Maggie calls this ‘5D’ data: deficit, difference, disparity, disadvantage, and dysfunction. The aim may be to close the socioeconomic gap, but the aim is simply to bring Indigenous populations ‘up’ to a non-Indigenous level. And this pattern is not unique to Australia: the same is true for other (Anglo-)colonised nations, with many of the same deficits and dysfunctions identified – yet without ever acknowledging the underlying source of these patterns, which is Anglo-colonisation itself. This may be well-intentioned, but is nonetheless damaging.
The problems they identify are purposeful, therefore, and these data should be understood as ‘badd€r’ data instead: blameworthy, aggregate, deficit-based, decontextualised, and reductive. There are some moves towards recognising this, and the Closing the Gap reports in Australia have started to introduce some contextual information on the data they present, therefore. Yet still these data simply present a pulse-check on colonisation, and the problems they identify ultimately document that colonisation is working as intended: systematically disadvantaging Indigenous people.

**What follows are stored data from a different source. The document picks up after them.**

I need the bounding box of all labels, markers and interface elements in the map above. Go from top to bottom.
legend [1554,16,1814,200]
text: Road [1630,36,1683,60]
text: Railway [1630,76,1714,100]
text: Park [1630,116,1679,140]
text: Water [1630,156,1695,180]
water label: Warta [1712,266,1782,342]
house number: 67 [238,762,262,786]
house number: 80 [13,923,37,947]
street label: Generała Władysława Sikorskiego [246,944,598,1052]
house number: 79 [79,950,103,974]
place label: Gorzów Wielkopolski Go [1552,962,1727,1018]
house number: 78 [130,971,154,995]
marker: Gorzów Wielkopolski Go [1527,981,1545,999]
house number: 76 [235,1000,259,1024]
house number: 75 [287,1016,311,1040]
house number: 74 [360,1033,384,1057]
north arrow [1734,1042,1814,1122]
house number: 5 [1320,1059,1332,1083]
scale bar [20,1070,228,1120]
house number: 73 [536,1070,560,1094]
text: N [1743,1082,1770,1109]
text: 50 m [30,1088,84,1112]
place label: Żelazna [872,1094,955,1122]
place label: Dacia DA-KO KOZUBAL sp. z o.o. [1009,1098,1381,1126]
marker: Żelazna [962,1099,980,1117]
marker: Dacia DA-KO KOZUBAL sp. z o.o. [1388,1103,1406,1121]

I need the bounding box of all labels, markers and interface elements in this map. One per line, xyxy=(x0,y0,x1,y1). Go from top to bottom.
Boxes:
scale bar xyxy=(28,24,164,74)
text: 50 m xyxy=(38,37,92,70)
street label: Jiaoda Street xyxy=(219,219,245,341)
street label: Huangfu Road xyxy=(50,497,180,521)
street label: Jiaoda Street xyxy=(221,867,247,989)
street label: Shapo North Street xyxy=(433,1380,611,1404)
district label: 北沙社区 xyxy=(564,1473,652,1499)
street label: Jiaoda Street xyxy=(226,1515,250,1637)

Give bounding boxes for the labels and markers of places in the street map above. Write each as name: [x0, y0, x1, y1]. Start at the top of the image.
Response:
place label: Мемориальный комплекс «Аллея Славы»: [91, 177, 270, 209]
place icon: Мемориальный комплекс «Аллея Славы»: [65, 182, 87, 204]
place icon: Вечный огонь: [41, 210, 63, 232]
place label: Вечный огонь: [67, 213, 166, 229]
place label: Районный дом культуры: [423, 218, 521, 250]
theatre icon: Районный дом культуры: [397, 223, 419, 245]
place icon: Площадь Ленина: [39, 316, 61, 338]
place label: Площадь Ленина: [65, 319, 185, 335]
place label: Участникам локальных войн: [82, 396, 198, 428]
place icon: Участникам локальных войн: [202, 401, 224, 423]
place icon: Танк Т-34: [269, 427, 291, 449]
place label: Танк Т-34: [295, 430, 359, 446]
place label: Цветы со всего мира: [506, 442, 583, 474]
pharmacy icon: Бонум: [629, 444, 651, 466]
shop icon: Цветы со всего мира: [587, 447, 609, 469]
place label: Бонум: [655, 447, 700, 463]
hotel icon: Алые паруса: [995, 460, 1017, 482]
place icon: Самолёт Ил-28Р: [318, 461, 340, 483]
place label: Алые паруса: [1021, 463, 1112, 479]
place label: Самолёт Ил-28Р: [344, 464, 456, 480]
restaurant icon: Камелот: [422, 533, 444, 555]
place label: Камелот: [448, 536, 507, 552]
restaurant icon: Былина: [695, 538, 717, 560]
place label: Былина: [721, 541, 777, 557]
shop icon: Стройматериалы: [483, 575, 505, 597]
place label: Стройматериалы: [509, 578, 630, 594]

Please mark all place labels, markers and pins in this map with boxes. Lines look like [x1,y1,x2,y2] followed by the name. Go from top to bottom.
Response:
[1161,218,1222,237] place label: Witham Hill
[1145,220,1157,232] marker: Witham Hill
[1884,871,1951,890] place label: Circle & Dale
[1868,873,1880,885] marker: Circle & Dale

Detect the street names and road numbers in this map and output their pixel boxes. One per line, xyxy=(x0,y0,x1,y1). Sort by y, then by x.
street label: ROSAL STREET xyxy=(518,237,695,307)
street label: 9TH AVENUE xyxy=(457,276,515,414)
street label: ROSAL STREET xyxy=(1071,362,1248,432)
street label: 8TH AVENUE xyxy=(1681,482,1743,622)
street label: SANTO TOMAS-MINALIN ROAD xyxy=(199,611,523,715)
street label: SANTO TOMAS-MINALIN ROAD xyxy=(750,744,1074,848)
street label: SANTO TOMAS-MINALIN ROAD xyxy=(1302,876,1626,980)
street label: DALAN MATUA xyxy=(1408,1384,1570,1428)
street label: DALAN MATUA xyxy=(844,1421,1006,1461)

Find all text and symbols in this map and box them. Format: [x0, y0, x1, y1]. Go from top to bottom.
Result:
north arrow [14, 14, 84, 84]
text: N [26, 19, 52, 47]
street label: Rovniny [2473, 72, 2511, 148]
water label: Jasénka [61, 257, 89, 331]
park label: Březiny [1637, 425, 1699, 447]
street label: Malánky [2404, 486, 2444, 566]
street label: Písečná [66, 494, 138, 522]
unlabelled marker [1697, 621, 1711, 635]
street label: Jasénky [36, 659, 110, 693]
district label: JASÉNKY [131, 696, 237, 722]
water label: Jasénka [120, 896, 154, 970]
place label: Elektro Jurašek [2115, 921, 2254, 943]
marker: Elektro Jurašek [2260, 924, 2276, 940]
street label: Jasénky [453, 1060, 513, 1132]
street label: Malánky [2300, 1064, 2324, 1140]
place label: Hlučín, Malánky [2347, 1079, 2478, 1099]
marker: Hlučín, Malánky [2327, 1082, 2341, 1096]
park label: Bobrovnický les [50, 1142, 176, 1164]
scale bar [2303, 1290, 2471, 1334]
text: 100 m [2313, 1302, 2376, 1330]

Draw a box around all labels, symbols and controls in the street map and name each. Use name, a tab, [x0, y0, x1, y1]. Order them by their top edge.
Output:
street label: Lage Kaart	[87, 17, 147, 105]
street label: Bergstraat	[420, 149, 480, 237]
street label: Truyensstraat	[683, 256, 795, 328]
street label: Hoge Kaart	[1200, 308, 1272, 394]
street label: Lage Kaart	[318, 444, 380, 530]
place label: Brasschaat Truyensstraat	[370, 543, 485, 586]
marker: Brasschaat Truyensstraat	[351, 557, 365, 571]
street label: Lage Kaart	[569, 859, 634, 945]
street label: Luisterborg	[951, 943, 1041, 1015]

Indigenous data needs instead require lifeworld, disaggregated, contextualised, Indigenous-priority, and available amenable data: Indigenous people need to own their data, and the data need to break down to the level of individual traditional owners, representing individual Indigenous communities. This is a question of Indigenous data sovereignty – and Indigenous data include data on Indigenous resources and environments; on Indigenous peoples; and from Indigenous peoples. Such data must then be governed in their collection, management, access, interpretation, dissemination, and reuse by Indigenous people; only this also enables Indigenous people to manage and enhance their own collective wellbeing.
This Indigenous data governance approach works in two directions, connecting governance of data with data for governance. It refutes the 5D data model, tells Indigenous stories in their own way, applies Indigenous data protocols, informs Indigenous programmes and policy delivery, develops Indigenous data infrastructures, and designs and deploys Indigenous data processes. In all of this, big and open data does not necessarily equal better data, unless these fundamental principles are respected: ‘big data’ can also simply further exacerbate the problems with 5D data, alienate Indigenous people from their own data, embed stigma, and thus marginalise Indigenous people. The well-known CARE principles for data governance are not enough here – this requires full-featured Indigenous data governance.
The simple question to ask here is whether statistical work done with Indigenous data would look the same if an Indigenous person were in charge of it. This also goes to the difference between method and methodology: the latter is about the central assumptions, values, and understandings of reality which underlie the conceptualisation and operationalisation of the methods being applied to the data. This includes our epistemological, axiological, ontological, and social-cultural positioning, all of which affect out chosen theoretical frameworks and thus our analyses of data.
From an Indigenous perspective, this lifeworld incorporates intersubjectivity within peoplehood as Indigenous Peoples, as well as intersubjectivity as colonised, dispossessed, marginalised peoples whose Peoplehood is denied. This ongoing conflict fundamentally affects all everyday experience, and methodology needs to make this visible. The conceptualisation of methodology needs to address Indigenous lifeworlds as well as epistemological (who are the knowers?), ontological (what is the problem?), and axiological (what are our values in relation to the issue?) positions.
Applying this to a practical example, Maggie now outlines a research project with the Larrakia Aboriginal Corporation in Darwin, which asked not simply about what Indigenous people did, but what they thought – showing for instance their perspectives on and experience with race relations (bad, and getting worse), and correlating this with personal attributes (showing that Indigenous people’s own personal circumstances did not strongly affect how they were treated by white people). This shows that interpersonal racism is an unavoidable part of life experience for Indigenous people in Darwin, and that nothing they could do would change this. The problem is colonial society.